Career Advice: Saying Sorry At Work

When things go wrong and it is your fault, it is usually best to put your hand up, accept the mistake, say sorry, and help move on to find a solution – especially at work. Hiding your mistakes or blaming others will only tend to back-fire if you get found out, losing you trust and standing at work. However, saying ‘sorry’ too much can also be a problem – especially when there is no need. Saying sorry in order to cushion a request or save someone’s feelings can actually instead make you sound unsure, unworthy, or even at least partially to blame for something. A mis-placed sorry can undermine your credibility at work and see your ideas and contributions side-lined or ignored. Unfortunately, apologising unnecessarily seems particularly common in women, which only serves to undermine their authority, so here’s six instances when you really don’t need to say sorry at work:

  • You Have An Idea

If you have a good idea that you want to get across then there is no need to apologise. Starting your sentence with “I’m sorry, but I thought…” makes you sound unsure and as if your idea might not really be worth hearing. It makes you sound like you and your ideas are less important than those of others, so instead be confident in yourself and your ideas and don’t undermine them by apologising before you even get started. If your idea is turned down then so be it, but at least you showed you were willing to get involved and be part of the team. Take ownership of your ideas and work rather than hiding away.

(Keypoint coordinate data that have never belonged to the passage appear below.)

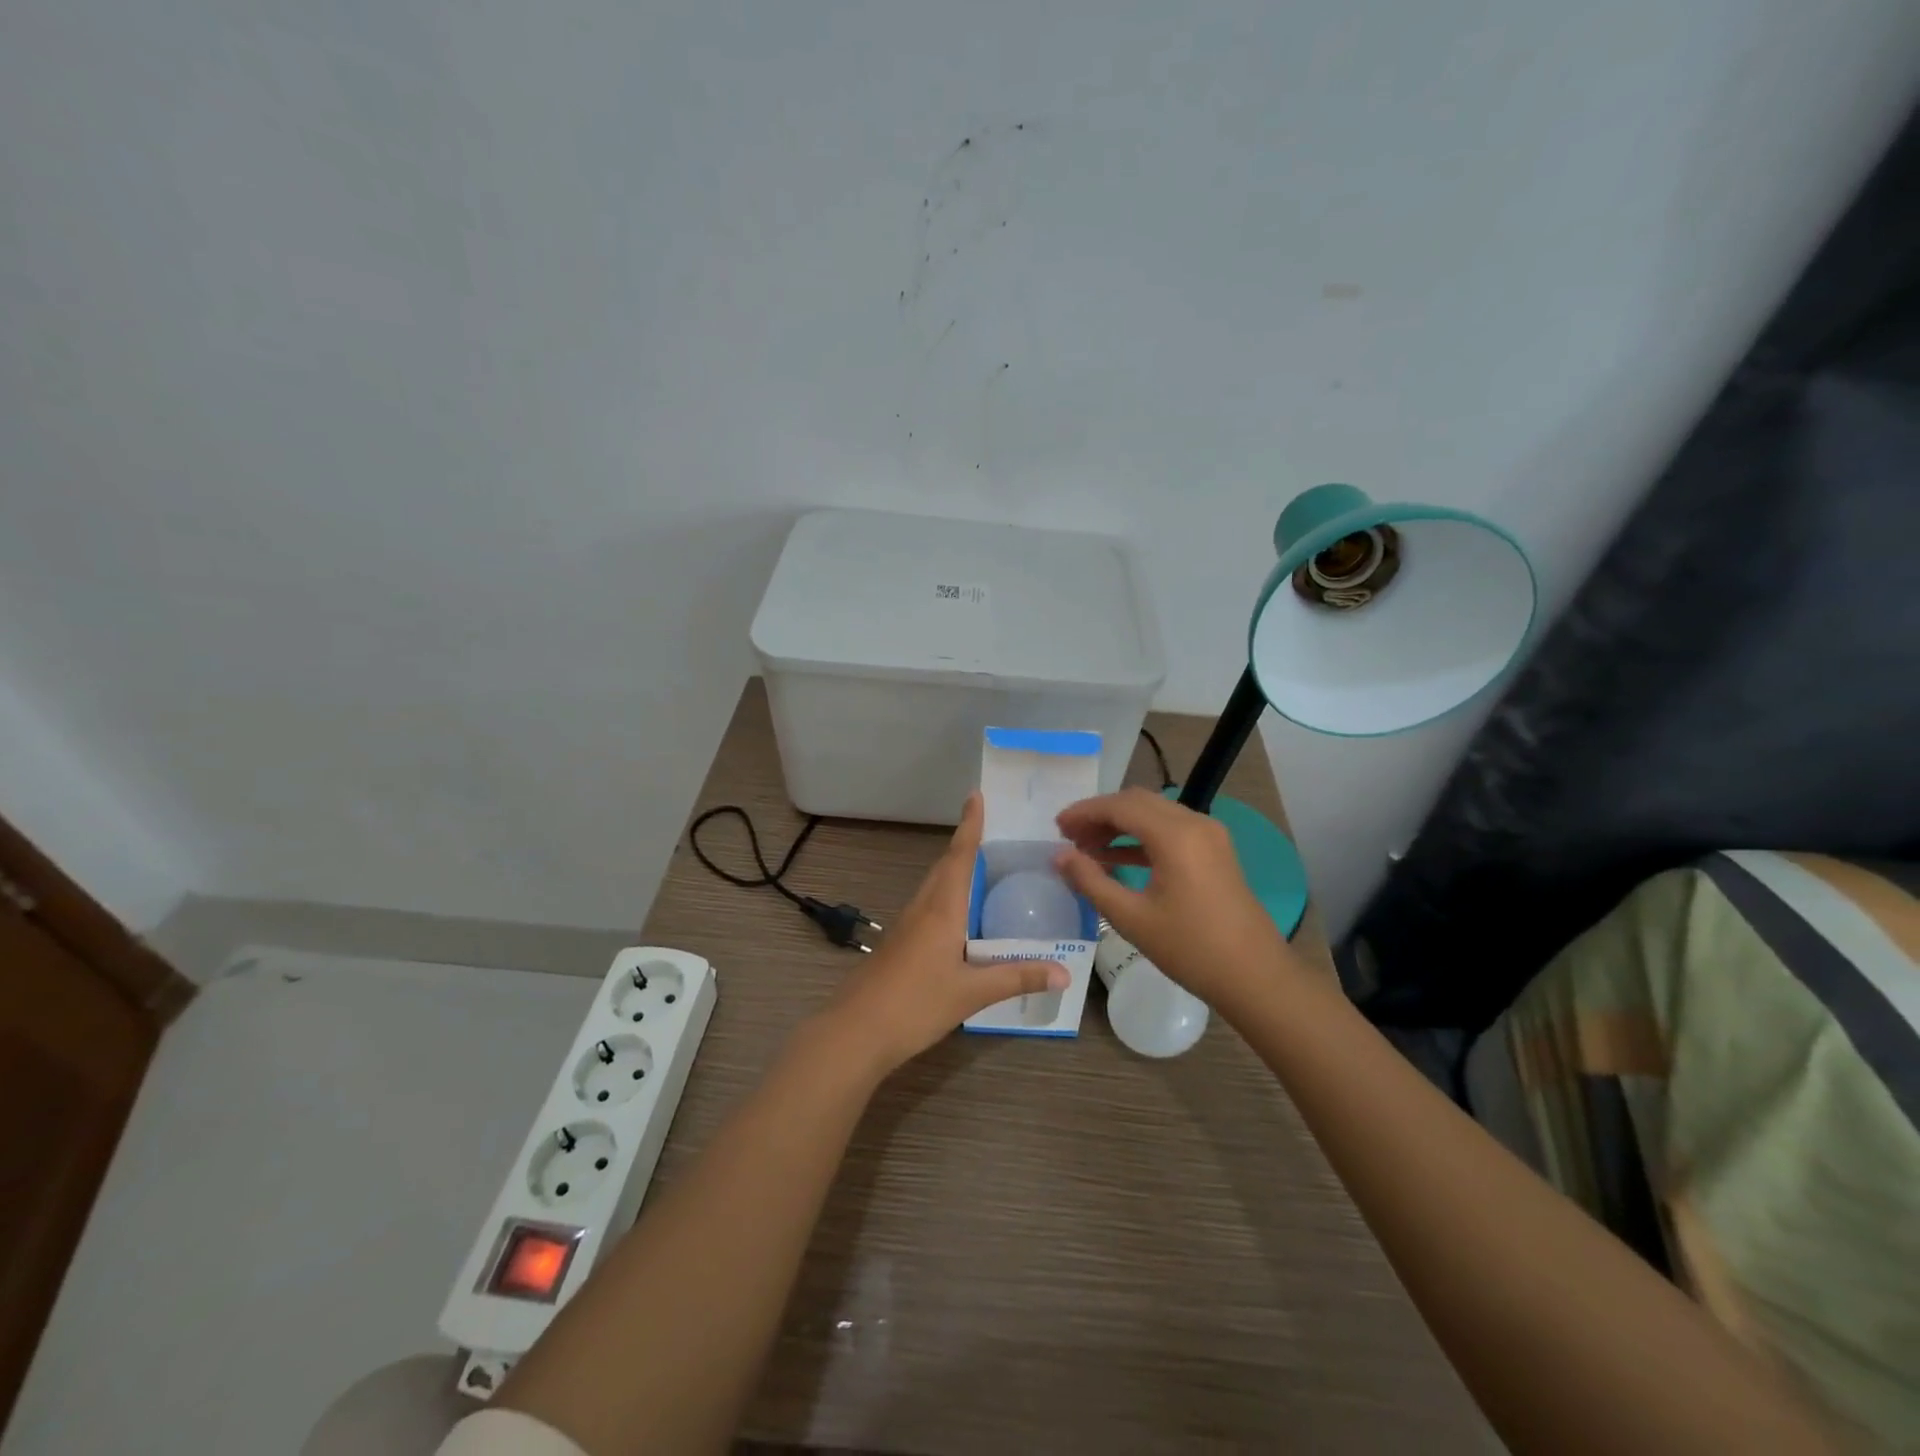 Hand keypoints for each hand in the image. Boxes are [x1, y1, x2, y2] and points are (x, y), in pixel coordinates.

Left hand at [822, 791, 1067, 1076]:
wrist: (855, 1032)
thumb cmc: (915, 1004)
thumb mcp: (971, 993)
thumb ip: (1017, 978)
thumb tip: (1065, 973)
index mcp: (941, 909)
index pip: (959, 857)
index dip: (969, 826)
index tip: (975, 795)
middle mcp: (922, 909)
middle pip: (945, 867)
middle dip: (965, 845)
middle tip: (990, 830)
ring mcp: (905, 927)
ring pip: (934, 888)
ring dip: (955, 871)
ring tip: (981, 869)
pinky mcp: (898, 945)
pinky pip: (927, 908)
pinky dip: (947, 899)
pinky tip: (959, 920)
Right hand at [1053, 787, 1296, 1009]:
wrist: (1255, 976)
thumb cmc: (1190, 948)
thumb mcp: (1131, 918)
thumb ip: (1091, 881)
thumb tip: (1059, 856)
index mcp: (1175, 835)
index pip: (1120, 806)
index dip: (1084, 812)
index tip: (1057, 828)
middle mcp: (1194, 823)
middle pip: (1137, 802)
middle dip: (1100, 815)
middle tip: (1069, 838)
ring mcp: (1209, 835)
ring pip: (1154, 813)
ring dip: (1120, 825)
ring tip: (1087, 849)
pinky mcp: (1214, 851)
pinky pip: (1170, 830)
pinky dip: (1141, 838)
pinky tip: (1116, 859)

  • You Need Help With Something

Whether you need some more training or simply a helping hand at work, there is no need to say sorry. Everybody needs some help from time-to-time, especially if they are new to a role. Of course, you should be polite when you ask for help and grateful when you get the assistance you need. That said if the help you needed takes longer or turns into a bigger job than you expected then you should apologise – but there is no need to say sorry just for asking for a favour.

  • Someone Lets You Down

Suppose you have a report to get finished, but you need some input from a colleague to get it done. However, that person hasn’t pulled their weight and you are left waiting for them. There is no need to say to them, “I’m sorry, but can I have those figures I need for my report.” It makes you sound slightly to blame for the situation and apologetic when there is no need to be. Of course it is always best to be polite and calm, but you should also be firm when addressing situations like this. Don’t lose your temper at work, but rather see if there is a good reason why your colleague has been slow to deliver. Don’t get angry, but equally don’t say sorry either. Maybe there is something you can do to help? By being helpful rather than apologetic you also create some good karma for yourself at work. Of course, if things are really bad you may need to speak with your boss to explain what is going on, but ideally this shouldn’t be your first response.

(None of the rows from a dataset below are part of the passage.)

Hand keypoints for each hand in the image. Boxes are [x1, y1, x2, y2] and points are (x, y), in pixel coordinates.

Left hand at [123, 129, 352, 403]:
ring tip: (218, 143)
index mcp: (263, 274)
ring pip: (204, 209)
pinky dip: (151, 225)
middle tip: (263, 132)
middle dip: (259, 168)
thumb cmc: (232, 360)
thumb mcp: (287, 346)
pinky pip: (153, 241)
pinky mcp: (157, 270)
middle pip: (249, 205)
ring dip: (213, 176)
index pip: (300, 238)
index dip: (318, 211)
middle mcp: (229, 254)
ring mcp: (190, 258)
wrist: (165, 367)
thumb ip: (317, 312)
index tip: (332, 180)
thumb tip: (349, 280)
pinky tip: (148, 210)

  • You Need Something To Do Your Job

You can’t be expected to work without the tools needed to do the job, whether this is a working computer or a spirit level. Whether it is real physical tools, software, training or information, you deserve to have what you need to do your job. Saying sorry for asking for things that you require gives the impression that you don’t really need or deserve them. Rather than saying sorry when you ask for these basics, just work out what you need and why so you can explain it to your boss. They may not understand why you need something in particular so you may need to explain it to them. If they turn your request down, you can then calmly ask if there is an alternative that will help you to do your job. Not being provided with the right tools is not your fault, but it can impact how well you can do your job.

  • Money Problems

If your wages are delayed or late there is really no need to apologise. You are working for a salary so should rightfully expect to be paid for your time and effort. This is not to say that you should be rude when addressing any money queries, mistakes may occasionally happen. However, on the other hand if you are chasing up a payment from a client you need to be polite but firm. Again, there is no need to apologise – a shop wouldn’t say sorry for expecting you to pay at the till – but you may need to be understanding if there are genuine reasons for a delay.

  • Holiday & Sick Days

Apologising for booking time off should only be done if you need to go away at a particularly busy time of the year when you know it will impact the business and your colleagues the most. However, while an apology is polite in such cases, you don’t need to say sorry for taking the time off that you are owed as part of your contract. It is polite to give as much notice of any time off as possible, and it is also good to try and prepare your colleagues for while you are away. Not only will this make things easier for them, but it should also reduce the amount of work that is waiting for you when you get back! If you need to take time off sick, then it is easy to feel the need to say sorry, but then again, it’s hardly your fault that you are unwell – you have sick days because, sometimes, you will feel unwell.

What you say and how you say it is important in how you are treated at work, so make sure you don’t undermine your credibility by saying sorry when you don’t need to. Instead try to exude an air of confidence – stand up straight and speak politely, but with conviction.